Task statement: Retype every line of the data, keeping each word exactly.

Data:
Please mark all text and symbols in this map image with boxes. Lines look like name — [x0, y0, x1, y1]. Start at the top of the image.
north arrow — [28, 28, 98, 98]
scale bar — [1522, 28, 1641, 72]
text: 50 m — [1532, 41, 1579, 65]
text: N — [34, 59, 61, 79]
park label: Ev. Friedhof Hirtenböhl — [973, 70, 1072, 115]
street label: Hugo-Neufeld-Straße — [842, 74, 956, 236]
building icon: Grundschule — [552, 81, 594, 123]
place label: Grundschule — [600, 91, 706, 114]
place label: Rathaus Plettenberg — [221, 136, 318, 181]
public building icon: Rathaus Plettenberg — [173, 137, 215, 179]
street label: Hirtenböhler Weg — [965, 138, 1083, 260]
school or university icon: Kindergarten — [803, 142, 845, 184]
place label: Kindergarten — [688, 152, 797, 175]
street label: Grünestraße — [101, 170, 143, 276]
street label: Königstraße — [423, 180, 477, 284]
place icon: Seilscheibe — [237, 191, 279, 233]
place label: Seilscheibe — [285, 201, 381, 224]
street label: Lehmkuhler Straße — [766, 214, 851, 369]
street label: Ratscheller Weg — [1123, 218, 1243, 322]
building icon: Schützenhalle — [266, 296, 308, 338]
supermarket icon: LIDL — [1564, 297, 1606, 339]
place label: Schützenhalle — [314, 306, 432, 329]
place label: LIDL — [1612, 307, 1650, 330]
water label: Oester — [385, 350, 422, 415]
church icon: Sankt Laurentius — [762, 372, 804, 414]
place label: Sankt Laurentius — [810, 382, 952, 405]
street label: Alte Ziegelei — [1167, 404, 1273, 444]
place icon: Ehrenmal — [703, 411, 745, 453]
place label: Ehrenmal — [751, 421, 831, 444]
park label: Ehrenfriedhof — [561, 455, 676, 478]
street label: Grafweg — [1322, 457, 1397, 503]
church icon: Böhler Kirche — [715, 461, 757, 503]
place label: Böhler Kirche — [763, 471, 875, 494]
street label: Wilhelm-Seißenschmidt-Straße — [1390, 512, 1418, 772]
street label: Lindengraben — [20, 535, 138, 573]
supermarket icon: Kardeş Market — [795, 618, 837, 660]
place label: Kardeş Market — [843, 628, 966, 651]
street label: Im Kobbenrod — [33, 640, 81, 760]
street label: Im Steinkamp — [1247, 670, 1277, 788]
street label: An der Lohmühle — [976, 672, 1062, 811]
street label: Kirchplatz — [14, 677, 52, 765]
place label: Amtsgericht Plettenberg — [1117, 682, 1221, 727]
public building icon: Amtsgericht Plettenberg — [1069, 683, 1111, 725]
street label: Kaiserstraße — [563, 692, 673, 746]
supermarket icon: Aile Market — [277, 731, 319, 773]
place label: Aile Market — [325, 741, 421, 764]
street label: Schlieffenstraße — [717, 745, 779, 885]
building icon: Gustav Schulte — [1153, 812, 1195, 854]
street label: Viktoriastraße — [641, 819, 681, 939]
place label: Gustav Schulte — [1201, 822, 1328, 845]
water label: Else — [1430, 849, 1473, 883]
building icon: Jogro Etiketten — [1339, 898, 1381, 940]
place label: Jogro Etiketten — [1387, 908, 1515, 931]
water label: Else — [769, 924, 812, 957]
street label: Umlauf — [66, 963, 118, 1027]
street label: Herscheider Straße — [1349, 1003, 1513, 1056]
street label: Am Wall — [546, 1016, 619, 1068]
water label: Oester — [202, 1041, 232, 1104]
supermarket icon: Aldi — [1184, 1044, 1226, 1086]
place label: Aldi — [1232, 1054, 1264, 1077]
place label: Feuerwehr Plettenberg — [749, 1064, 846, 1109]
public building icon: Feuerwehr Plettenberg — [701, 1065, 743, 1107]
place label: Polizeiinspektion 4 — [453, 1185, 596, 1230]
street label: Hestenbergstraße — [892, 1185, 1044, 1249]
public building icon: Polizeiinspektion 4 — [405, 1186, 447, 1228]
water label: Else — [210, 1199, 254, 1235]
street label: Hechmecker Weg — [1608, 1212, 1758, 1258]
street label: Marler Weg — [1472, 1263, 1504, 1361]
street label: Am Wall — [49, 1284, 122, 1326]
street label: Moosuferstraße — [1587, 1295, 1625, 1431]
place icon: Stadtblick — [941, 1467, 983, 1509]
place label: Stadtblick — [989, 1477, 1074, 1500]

Task result:
Please mark all text and symbols in this map image with boxes. Lines look like name — [x0, y0, x1, y1]. Start at the top of the image.
north arrow — [28, 28, 98, 98]
scale bar — [1522, 28, 1641, 72]
text: 50 m — [1532, 41, 1579, 65]
text: N — [34, 59, 61, 79]
park label: Ev. Friedhof Hirtenböhl — [973, 70, 1072, 115]
street label: Hugo-Neufeld-Straße — [842, 74, 956, 236]
building icon: Grundschule — [552, 81, 594, 123]
place label: Grundschule — [600, 91, 706, 114]
place label: Rathaus Plettenberg — [221, 136, 318, 181]
public building icon: Rathaus Plettenberg — [173, 137, 215, 179]
street label: Hirtenböhler Weg — [965, 138, 1083, 260]
school or university icon: Kindergarten — [803, 142, 845, 184]
place label: Kindergarten — [688, 152, 797, 175]
street label: Grünestraße — [101, 170, 143, 276]
street label: Königstraße — [423, 180, 477, 284]
place icon: Seilscheibe — [237, 191, 279, 233]
place label: Seilscheibe — [285, 201, 381, 224]
street label: Lehmkuhler Straße — [766, 214, 851, 369]
street label: Ratscheller Weg — [1123, 218, 1243, 322]
building icon: Schützenhalle — [266, 296, 308, 338]
supermarket icon: LIDL — [1564, 297, 1606, 339]
place label: Schützenhalle — [314, 306, 432, 329]
place label: LIDL — [1612, 307, 1650, 330]
water label: Oester — [385, 350, 422, 415]
church icon: Sankt Laurentius — [762, 372, 804, 414]
place label: Sankt Laurentius — [810, 382, 952, 405]
street label: Alte Ziegelei — [1167, 404, 1273, 444]
place icon: Ehrenmal — [703, 411, 745, 453]
place label: Ehrenmal — [751, 421, 831, 444]
park label: Ehrenfriedhof — [561, 455, 676, 478]
street label: Grafweg — [1322, 457, 1397, 503]
church icon: Böhler Kirche — [715, 461, 757, 503]
place label: Böhler Kirche — [763, 471, 875, 494]
street label: Wilhelm-Seißenschmidt-Straße — [1390, 512, 1418, 772]
street label: Lindengraben — [20, 535, 138, 573]
supermarket icon: Kardeş Market — [795, 618, 837, 660]
place label: Kardeş Market — [843, 628, 966, 651]
street label: Im Kobbenrod — [33, 640, 81, 760]
street label: Im Steinkamp — [1247, 670, 1277, 788]
street label: An der Lohmühle — [976, 672, 1062, 811]
street label: Kirchplatz — [14, 677, 52, 765]
place label: Amtsgericht Plettenberg — [1117, 682, 1221, 727]
public building icon: Amtsgericht Plettenberg — [1069, 683, 1111, 725]
street label: Kaiserstraße — [563, 692, 673, 746]
supermarket icon: Aile Market — [277, 731, 319, 773]
place label: Aile Market — [325, 741, 421, 764]
street label: Schlieffenstraße — [717, 745, 779, 885]
building icon: Gustav Schulte — [1153, 812, 1195, 854]
street label: Viktoriastraße — [641, 819, 681, 939]
place label: Gustav Schulte — [1201, 822, 1328, 845]
water label: Else — [1430, 849, 1473, 883]
building icon: Jogro Etiketten — [1339, 898, 1381, 940]
place label: Jogro Etiketten — [1387, 908, 1515, 931]
water label: Else — [769, 924, 812, 957]
street label: Umlauf — [66, 963, 118, 1027]
street label: Herscheider Straße — [1349, 1003, 1513, 1056]
street label: Am Wall — [546, 1016, 619, 1068]
water label: Oester — [202, 1041, 232, 1104]
supermarket icon: Aldi — [1184, 1044, 1226, 1086]
place label: Aldi — [1232, 1054, 1264, 1077]
place label: Feuerwehr Plettenberg — [749, 1064, 846, 1109]
public building icon: Feuerwehr Plettenberg — [701, 1065, 743, 1107]
place label: Polizeiinspektion 4 — [453, 1185, 596, 1230]
street label: Hestenbergstraße — [892, 1185, 1044, 1249]
public building icon: Polizeiinspektion 4 — [405, 1186, 447, 1228]
water label: Else — [210, 1199, 254, 1235]
street label: Hechmecker Weg — [1608, 1212, 1758, 1258]
street label: Marler Weg — [1472, 1263, 1504, 1361]
street label: Am Wall — [49, 1284, 122, 1326]
street label: Moosuferstraße — [1587, 1295, 1625, 1431]
place icon: Stadtblick — [941, 1467, 983, 1509]
place label: Stadtblick — [989, 1477, 1074, 1500]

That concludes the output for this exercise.